Snootier critics have dismissed the act as juvenile, lavatory humour. “We’ve got to the stage now where we realise the heavyweight press have got it in for us,” sighs Rik. “But you have to surrender to Bottom in order to fully enjoy it. You have to say, ‘Oh, well, what the hell’ and just dive in. If you don’t, it just looks like a collection of fart jokes, but if you immerse yourself in it and go with the flow, it’s there for your pleasure.”

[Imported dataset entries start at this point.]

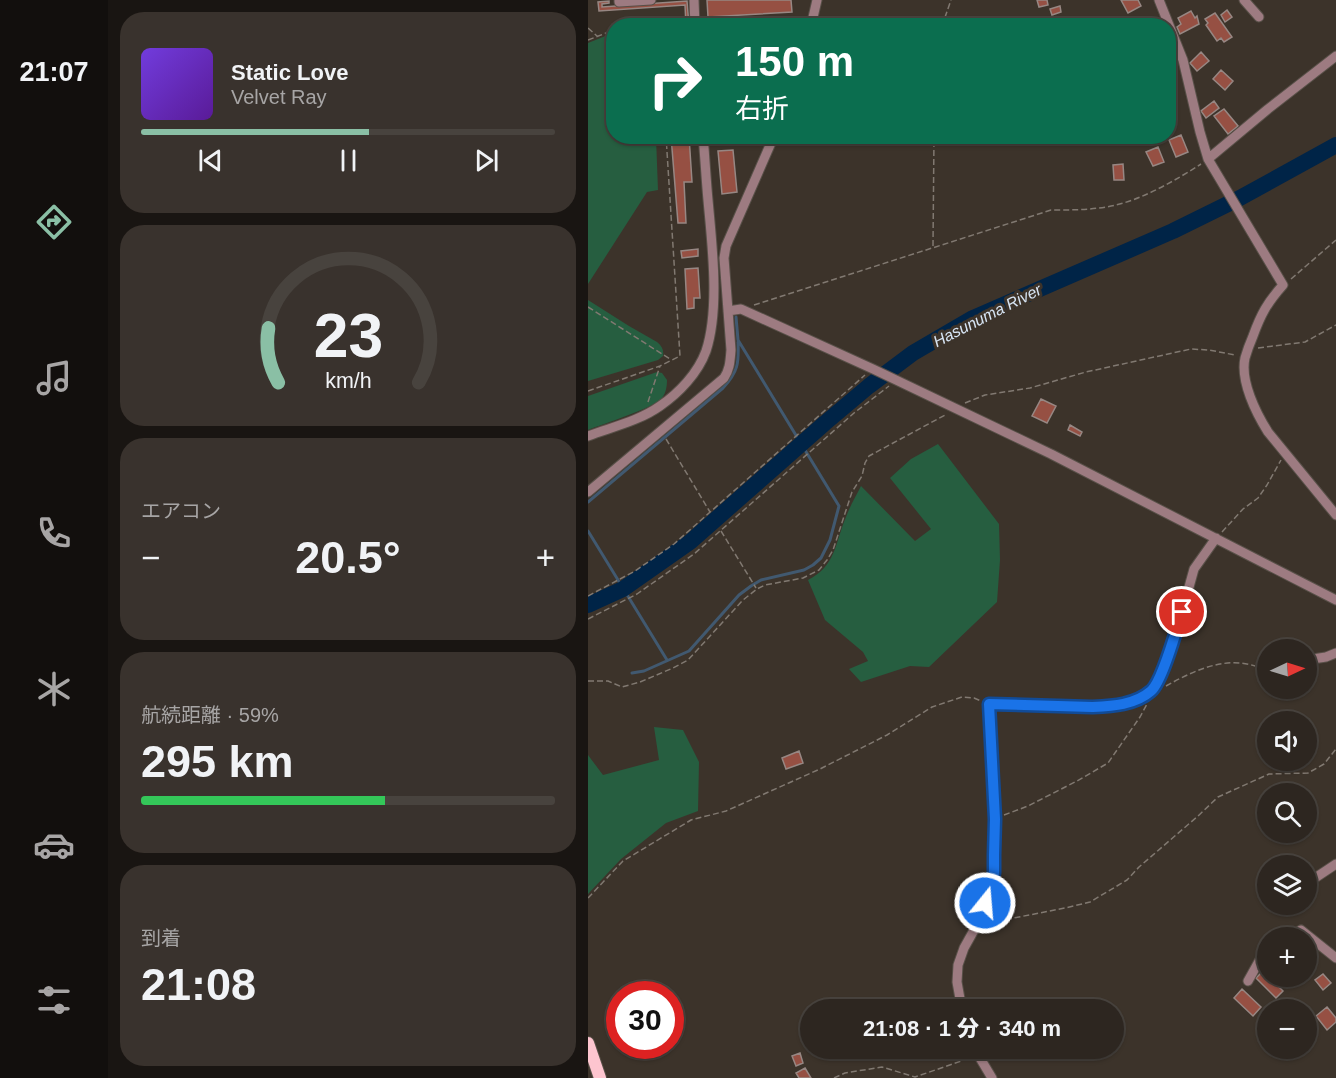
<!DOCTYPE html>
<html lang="ja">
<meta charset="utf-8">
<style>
body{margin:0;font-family:Helvetica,"Noto Sans JP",sans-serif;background:#39322d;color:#f1f3f6;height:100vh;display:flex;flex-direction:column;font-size:22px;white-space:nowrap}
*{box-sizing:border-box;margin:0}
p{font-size:20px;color:#a7a5a5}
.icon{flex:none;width:33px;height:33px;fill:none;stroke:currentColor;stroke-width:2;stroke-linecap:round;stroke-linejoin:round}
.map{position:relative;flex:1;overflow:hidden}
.side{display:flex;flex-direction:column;gap:12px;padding:12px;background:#191512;width:480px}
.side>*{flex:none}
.guide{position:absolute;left:18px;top:18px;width:570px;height:126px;border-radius:24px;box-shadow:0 2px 4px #0004,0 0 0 2px #48433e;background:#0b6e4f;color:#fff;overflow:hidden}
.needle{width:39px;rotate:86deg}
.controls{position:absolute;left:669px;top:639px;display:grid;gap:12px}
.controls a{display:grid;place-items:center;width:60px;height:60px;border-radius:50%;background:#2d2620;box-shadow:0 2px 4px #0004,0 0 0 2px #48433e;font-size:30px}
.speed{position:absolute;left:18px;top:981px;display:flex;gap:12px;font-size:30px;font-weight:700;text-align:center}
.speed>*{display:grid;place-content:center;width:78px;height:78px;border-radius:50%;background:#2d2620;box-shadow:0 2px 4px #0004,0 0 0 2px #48433e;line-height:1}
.speed .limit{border:9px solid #d22;background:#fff;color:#111}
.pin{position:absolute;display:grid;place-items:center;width:51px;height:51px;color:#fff;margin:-26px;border:3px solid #fff;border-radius:50%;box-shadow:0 2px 6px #0007}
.me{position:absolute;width:66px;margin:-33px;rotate:17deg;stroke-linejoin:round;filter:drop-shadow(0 0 4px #0008)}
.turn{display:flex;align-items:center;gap:21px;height:126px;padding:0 30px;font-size:27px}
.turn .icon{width:78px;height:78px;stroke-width:2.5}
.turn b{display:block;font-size:42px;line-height:51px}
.big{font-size:45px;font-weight:800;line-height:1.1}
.side .widget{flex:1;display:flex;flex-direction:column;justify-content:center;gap:9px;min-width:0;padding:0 21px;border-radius:24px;background:#39322d}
.side .dial{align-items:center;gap:0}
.dial svg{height:156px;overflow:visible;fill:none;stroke:#48433e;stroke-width:7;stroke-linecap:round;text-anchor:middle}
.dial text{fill:#f1f3f6;stroke:none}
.song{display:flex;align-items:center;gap:18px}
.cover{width:72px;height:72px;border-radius:9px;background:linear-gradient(135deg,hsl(260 70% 55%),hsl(270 70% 35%))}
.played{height:6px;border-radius:3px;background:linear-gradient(90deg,#8abfa5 55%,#48433e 55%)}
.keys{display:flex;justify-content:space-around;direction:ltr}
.heat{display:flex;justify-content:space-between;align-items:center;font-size:33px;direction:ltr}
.charge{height:9px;border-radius:4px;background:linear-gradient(90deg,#34c759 59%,#48433e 0)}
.trip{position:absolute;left:212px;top:999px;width:324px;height:60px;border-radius:30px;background:#2d2620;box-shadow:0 2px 4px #0004,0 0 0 2px #48433e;font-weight:800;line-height:60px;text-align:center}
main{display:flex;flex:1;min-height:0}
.tab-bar{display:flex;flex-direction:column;width:108px;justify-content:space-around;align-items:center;background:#120f0d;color:#a7a5a5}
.tab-bar .icon{width:42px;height:42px}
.tab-bar .active{color:#8abfa5}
.tab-bar b{font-size:27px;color:#f1f3f6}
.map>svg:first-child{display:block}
.green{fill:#265e40}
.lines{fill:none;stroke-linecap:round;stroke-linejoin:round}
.stream{stroke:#415970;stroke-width:3}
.river{stroke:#002447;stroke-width:16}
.building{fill:#965043;stroke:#978783;stroke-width:1.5}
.minor-casing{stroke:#585048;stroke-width:11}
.major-casing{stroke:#585048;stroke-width:14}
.path{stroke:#817971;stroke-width:1.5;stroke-dasharray:6 3;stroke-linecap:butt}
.minor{stroke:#9d7b81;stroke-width:9}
.major{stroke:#fdc5cf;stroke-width:12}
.route-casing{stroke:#114b97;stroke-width:15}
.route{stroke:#1a73e8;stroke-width:10}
.labels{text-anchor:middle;stroke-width:6;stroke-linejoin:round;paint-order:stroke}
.water-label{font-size:16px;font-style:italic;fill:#d7e5f4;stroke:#3c332a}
</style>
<main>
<nav class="tab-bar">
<b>21:07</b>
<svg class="icon active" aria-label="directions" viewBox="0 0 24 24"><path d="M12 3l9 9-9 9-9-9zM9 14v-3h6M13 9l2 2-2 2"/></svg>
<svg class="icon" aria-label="music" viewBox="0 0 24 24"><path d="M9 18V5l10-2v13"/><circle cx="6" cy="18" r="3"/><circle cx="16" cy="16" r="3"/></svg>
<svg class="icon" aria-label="phone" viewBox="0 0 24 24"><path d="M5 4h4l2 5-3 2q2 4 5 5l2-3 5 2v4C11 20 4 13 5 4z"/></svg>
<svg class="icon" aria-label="climate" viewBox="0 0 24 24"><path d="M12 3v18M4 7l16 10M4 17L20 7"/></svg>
<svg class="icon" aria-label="car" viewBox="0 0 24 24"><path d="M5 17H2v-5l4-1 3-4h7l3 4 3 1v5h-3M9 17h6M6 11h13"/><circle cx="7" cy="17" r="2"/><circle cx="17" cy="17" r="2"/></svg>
<svg class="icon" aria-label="filters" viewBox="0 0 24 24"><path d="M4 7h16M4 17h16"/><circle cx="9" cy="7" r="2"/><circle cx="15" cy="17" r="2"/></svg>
</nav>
<section class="side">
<div class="widget">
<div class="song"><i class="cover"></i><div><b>Static Love</b><p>Velvet Ray</p></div></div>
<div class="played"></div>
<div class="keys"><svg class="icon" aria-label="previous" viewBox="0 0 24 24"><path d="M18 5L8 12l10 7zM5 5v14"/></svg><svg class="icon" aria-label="pause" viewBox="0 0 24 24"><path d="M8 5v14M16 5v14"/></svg><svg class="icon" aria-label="next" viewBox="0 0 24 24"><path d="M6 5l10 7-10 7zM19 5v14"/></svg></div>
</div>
<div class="widget dial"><svg viewBox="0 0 100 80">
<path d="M14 69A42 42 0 1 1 86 69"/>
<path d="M14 69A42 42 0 0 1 9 41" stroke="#8abfa5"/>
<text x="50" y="56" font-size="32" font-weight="700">23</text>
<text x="50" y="72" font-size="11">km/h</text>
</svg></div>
<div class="widget"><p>エアコン</p>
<div class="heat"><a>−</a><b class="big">20.5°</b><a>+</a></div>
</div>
<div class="widget"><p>航続距離 · 59%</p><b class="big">295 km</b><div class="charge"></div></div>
<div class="widget"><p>到着</p><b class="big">21:08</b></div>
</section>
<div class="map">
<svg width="748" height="1078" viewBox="0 0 748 1078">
<rect width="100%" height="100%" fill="#3c332a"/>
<path class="green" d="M25 33 26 136 68 137 70 190 59 192 0 284V43Z
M0 300 41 326 69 342C74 346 76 350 75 356L70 360 0 381Z
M69 372 74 373 79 380C79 386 78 393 74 398 66 408 14 424 0 430V396Z
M350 444 411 524 412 560 409 602 341 667 322 666 273 682 261 669 280 661 275 652 237 620 220 580C248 566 247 543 258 517 262 506 268 496 273 486L327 541 343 529 302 478 323 459Z
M66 727 95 730 111 762 110 811 78 823 33 859 0 894V755L15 775 71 760Z"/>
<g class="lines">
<path class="stream" d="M0 502 135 388C150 372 151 363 150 342
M0 531 79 660
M44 673 56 671 101 651 151 595 163 586 173 580 216 570 225 565 233 558 242 540 251 506 150 340 148 317"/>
<path class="river" d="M0 605 35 589 102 542 237 423 281 386 325 353 385 318 585 231 650 199 748 145"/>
</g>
<path class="building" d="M119 0H203L204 12 120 17Z
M449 0H459L460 5 451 7Z
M533 0H550L553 6 540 13Z
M21 1V3L14 4V7L99 1 101 26H98L97 5 11 11 10 2Z
M472 6 473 12 464 15 462 9Z
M639 10 644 17 637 22 633 15Z
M603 11 607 18 609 16 611 24 592 34 589 27 593 24 590 18Z
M627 13 644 37 636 42 633 38 629 41 618 25 620 23 617 19Z
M613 52 621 61 609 71 602 63Z
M633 70 645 81 637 90 625 79Z
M626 101 631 108 618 118 613 111Z
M636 109 650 126 640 134 626 116Z
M593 135 600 152 588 157 581 140Z
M83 136H101L104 182H96L98 223H90Z
M570 147 576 162 565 166 558 152Z
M145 150 149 192 134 194 130 151Z
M535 164 536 180H526L525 165Z
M110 249V256L94 258 93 251Z
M110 268 112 298H106V308L99 309 97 269Z
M453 399 468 406 459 423 444 416Z
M482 425 494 432 492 436 480 430Z
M211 751 215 763 198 769 194 758Z
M675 971 695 991 688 998 668 978Z
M735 974 743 983 735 990 727 980Z
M654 989 673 1007 665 1016 646 998Z
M739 1007 748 1018V1022L739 1030 728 1016Z
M212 1053 215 1063 208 1066 204 1056Z
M217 1068 223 1078H211L208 1073Z"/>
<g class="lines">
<defs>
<path id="minor" d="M31 0V2L63 0
M106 0 107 26
M571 0 595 60 612 132 620 159 695 285C679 303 673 314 665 336 662 343 659 351 657 358 652 381 668 413 680 432L748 515
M656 0 671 17
M223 26 229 0
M116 139 155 136
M620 159 680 109 748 56
M140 311 153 309 285 369 463 454 748 600
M0 436C24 427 51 421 72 406 91 393 110 373 118 351 132 308 124 245 120 200 118 179 117 158 115 136
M0 492 136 378C142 369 142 361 143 350L136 258 138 246 186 136
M718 660 738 657 748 653
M676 669 680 668
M718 884 748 864
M702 938 713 930 748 958
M660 981 674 956 680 952
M374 1010 369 982 370 965 376 948 390 923 406 873 407 819 401 704 520 707 543 702 565 690 577 665 588 634 606 569 628 538
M386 1048 404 1078"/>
<path id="major" d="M0 1043 12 1078"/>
</defs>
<use href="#minor" class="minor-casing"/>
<use href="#major" class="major-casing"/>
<path class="path" d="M38 26 54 19 63 26
M354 26 363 0
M0 28 9 36
M0 40 26 30
M345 246 346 136
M703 279 748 240
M166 305 463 210C485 210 507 210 528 205 557 198 588 180 613 164
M0 307 82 359
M670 348 717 342 748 325
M0 391 72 366 92 356 78 136
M60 402 72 366
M377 403 397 395 442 388 498 372 603 349 621 350 647 355
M78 439 122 512
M133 531 168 588
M634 532 655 509 670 498 679 485 693 460
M0 596 47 571 86 544 277 375
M0 619 49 594 106 554 266 413 301 386
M0 681H20L34 687 52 682 85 668 100 660 155 600 169 589 177 585 215 578 231 570 239 560 245 550 264 492 274 476 277 463 281 456 359 414
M578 686C605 671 636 656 667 666
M416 815 440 806 489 781 520 763 552 717 559 704
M0 898 35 861 103 820 138 811 232 769 299 735 344 707 374 697 386 698 393 701
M400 923 477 908 502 902 539 880 551 867 610 816 630 797 681 774 720 773 736 764 748 749
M246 1078 257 1073 294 1067 327 1077 382 1058"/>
<use href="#minor" class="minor"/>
<use href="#major" class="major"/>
</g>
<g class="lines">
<defs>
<path id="route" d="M397 903 406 873V855L407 819 401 704 504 707C524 706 547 705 563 691 574 682 589 628 594 612"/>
</defs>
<use href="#route" class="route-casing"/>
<use href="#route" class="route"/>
</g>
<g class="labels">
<g class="water-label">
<text transform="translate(399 315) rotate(-27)" y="6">Hasunuma River</text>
</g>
</g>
</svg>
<div class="controls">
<a><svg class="needle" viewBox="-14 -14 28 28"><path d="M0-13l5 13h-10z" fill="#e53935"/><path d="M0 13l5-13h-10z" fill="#a7a5a5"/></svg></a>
<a><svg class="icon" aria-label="sound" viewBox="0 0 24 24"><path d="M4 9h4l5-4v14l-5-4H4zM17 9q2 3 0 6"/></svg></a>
<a><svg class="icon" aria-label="search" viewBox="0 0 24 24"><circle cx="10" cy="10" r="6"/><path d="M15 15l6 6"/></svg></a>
<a><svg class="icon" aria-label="layers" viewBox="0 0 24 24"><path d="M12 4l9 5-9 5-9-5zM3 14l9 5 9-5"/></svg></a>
<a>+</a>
<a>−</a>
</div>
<div class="speed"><div class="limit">30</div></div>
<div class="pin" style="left:594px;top:612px;background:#d93025"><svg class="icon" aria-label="arrive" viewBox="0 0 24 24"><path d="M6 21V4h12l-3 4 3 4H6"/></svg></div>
<svg class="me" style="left:397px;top:903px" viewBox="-20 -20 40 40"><circle r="17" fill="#1a73e8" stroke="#fff" stroke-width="3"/><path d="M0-11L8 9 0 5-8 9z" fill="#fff"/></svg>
<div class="trip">21:08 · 1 分 · 340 m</div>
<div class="guide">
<div class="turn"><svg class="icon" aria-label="right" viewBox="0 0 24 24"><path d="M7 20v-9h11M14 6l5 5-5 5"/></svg><div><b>150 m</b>右折</div></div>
</div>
</div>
</main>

Although he’s not as young as he once was, Rik shows no sign of losing his appetite for high-energy stage antics. “I love working. It’s what I do best, and if I didn’t work and tried to slow down, I’d just become a boring old fart.” He and Ade still get the same rush from performing as they did when they started out, after meeting at Manchester University 28 years ago. “Our reward is to hear people laughing -that’s why we keep doing it. We’re not doing it for the fame or the money What better way is there to spend your life?”
Despite many years in the business, Rik is proud that he has never ‘sold out’. He still cultivates his status as an outsider, a man with something to prove. “We’ve always tended towards extremism. As we see it, there’s mainstream comedy, then there’s us. We still feel dangerous and we still feel like we’re breaking new ground. We like being in control of what we do. I’ve always had a problem with doing as I’m told – hence my recent little difficulty with the police!” Unable to resist one last gag, he adds: “I’ll always be a rebel, but now I’m a rebel without a driving licence, a rebel without a legal defence, a rebel without a leg to stand on.”
And, leaning back on his divan, Rik Mayall roars with laughter once more.